[Stored data]

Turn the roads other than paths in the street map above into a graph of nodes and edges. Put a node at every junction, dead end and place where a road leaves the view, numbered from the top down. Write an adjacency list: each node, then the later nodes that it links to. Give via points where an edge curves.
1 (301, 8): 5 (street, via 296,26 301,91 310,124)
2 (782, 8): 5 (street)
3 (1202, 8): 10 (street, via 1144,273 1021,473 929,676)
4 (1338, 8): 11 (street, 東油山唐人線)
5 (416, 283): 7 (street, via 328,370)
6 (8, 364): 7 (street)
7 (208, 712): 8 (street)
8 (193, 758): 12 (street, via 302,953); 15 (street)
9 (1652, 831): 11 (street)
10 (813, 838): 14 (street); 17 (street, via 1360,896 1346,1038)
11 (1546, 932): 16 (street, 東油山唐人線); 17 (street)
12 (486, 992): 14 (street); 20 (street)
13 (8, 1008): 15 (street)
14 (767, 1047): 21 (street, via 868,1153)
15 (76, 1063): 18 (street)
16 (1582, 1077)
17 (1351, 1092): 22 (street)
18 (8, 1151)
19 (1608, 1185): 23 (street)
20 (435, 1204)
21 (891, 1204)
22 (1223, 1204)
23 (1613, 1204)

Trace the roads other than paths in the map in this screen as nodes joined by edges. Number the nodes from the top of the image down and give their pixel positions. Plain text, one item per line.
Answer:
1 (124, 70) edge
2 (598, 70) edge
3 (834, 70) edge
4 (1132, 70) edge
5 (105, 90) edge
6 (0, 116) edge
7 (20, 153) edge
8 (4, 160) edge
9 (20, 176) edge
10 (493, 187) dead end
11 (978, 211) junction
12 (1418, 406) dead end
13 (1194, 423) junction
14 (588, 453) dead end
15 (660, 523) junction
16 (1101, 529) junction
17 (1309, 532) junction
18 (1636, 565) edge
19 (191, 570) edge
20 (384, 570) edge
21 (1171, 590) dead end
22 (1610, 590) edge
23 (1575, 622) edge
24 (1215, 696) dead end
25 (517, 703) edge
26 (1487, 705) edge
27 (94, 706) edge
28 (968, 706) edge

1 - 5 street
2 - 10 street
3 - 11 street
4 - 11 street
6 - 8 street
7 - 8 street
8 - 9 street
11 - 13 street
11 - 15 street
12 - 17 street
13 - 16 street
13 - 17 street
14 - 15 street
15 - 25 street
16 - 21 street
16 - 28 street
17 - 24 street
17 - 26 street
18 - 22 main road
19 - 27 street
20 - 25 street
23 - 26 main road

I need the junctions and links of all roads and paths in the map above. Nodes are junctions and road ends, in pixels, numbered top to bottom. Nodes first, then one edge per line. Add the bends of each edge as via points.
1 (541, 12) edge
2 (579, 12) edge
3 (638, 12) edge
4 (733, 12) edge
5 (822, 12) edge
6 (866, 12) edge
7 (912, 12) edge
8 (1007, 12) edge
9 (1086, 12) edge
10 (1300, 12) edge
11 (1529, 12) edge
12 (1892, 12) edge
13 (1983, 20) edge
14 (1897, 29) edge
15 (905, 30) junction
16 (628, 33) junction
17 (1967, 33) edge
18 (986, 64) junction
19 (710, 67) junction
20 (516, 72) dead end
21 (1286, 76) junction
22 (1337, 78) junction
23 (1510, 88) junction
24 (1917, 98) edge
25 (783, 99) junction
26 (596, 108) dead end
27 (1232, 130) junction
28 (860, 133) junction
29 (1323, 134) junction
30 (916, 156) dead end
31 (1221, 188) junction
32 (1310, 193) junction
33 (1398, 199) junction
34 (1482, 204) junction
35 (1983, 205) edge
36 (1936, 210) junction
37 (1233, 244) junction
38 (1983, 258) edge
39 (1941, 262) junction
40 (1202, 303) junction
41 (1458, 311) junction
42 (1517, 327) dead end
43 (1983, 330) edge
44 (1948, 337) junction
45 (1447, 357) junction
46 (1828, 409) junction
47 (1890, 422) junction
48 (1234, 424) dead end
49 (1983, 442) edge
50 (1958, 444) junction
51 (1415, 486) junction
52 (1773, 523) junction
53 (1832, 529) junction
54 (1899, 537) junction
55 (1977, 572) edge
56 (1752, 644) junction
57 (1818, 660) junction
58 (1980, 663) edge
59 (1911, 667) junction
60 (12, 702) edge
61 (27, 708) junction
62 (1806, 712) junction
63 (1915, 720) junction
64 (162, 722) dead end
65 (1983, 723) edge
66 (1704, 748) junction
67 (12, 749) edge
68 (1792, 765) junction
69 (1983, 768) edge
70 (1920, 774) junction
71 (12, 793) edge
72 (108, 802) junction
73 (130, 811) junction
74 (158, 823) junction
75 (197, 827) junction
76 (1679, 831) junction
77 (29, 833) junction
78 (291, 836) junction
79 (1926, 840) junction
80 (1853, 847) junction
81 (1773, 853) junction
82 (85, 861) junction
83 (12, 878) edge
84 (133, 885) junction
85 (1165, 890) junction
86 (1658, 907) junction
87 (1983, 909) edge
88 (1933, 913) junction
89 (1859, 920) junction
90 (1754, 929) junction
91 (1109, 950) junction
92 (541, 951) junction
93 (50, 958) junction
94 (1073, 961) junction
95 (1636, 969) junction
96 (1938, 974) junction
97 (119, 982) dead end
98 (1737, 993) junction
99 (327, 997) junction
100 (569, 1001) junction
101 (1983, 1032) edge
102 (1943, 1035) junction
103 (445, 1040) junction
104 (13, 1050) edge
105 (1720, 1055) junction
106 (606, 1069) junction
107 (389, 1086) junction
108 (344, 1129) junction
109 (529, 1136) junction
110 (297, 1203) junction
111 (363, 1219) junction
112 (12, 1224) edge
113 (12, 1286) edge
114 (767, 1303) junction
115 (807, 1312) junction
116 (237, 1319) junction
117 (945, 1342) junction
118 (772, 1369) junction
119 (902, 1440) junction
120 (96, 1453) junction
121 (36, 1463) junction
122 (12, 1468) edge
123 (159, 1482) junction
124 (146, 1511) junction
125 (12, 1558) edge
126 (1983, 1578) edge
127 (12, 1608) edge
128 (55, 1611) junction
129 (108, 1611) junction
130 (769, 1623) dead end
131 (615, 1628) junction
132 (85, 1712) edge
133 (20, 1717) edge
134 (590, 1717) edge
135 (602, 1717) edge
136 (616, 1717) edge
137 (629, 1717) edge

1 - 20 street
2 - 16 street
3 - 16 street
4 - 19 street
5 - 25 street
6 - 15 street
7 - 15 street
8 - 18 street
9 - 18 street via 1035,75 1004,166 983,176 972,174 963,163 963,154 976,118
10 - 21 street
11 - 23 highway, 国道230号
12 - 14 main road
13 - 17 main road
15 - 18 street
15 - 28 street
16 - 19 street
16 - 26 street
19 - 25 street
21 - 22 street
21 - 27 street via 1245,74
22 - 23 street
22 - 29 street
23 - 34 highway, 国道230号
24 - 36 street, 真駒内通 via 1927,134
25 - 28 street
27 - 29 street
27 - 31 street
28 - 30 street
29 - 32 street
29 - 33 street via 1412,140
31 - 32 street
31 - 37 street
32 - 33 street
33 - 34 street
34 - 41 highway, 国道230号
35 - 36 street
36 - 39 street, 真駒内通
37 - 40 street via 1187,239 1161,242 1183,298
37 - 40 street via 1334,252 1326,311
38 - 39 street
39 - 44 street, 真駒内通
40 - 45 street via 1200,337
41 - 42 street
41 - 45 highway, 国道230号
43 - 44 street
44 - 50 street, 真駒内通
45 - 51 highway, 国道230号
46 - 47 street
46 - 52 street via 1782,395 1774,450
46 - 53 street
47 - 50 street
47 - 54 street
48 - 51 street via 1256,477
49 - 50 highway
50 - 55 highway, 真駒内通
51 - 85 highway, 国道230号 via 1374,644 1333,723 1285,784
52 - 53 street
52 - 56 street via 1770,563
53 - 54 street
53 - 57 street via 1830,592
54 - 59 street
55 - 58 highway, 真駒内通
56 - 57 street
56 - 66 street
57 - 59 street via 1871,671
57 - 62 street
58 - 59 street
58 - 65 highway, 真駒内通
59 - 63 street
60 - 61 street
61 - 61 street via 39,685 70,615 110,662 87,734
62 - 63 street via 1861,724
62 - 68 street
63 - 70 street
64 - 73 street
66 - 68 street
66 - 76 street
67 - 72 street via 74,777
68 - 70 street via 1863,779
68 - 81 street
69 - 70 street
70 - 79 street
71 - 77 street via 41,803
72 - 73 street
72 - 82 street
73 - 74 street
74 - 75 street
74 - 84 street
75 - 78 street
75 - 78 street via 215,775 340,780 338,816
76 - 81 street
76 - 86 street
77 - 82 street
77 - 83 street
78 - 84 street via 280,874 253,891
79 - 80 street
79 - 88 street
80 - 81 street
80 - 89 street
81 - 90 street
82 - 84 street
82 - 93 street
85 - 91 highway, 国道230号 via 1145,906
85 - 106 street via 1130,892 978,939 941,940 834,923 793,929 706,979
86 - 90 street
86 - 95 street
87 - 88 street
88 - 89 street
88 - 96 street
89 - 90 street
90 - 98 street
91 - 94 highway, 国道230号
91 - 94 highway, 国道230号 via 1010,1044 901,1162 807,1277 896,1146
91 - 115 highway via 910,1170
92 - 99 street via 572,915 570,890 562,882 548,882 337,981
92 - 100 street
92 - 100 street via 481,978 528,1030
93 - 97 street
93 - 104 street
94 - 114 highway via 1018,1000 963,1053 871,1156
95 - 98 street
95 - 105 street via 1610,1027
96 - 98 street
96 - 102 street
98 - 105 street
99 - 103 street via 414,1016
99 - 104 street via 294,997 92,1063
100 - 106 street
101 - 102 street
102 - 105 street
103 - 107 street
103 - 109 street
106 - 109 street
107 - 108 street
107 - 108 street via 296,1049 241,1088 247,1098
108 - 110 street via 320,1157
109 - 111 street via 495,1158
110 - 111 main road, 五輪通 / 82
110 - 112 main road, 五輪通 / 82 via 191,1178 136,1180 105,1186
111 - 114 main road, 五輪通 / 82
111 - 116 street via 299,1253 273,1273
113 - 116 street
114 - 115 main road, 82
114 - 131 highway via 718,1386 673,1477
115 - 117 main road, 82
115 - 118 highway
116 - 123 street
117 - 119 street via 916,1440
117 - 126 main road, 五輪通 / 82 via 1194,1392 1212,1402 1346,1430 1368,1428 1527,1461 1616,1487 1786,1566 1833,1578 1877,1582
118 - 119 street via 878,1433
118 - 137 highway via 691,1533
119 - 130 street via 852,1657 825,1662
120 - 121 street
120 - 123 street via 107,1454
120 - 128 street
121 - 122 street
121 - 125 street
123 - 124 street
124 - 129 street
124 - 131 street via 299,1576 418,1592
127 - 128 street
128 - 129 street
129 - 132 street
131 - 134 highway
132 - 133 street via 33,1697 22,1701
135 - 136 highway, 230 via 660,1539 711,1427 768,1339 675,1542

- _Assignment_
Copy out the lines above that hold the string "main".

- _Exercise result_
18 - 22 main road
23 - 26 main road
12 - 14 main road
13 - 17 main road
110 - 111 main road, 五輪通 / 82
110 - 112 main road, 五輪通 / 82 via 191,1178 136,1180 105,1186
111 - 114 main road, 五輪通 / 82
114 - 115 main road, 82
115 - 117 main road, 82
117 - 126 main road, 五輪通 / 82 via 1194,1392 1212,1402 1346,1430 1368,1428 1527,1461 1616,1487 1786,1566 1833,1578 1877,1582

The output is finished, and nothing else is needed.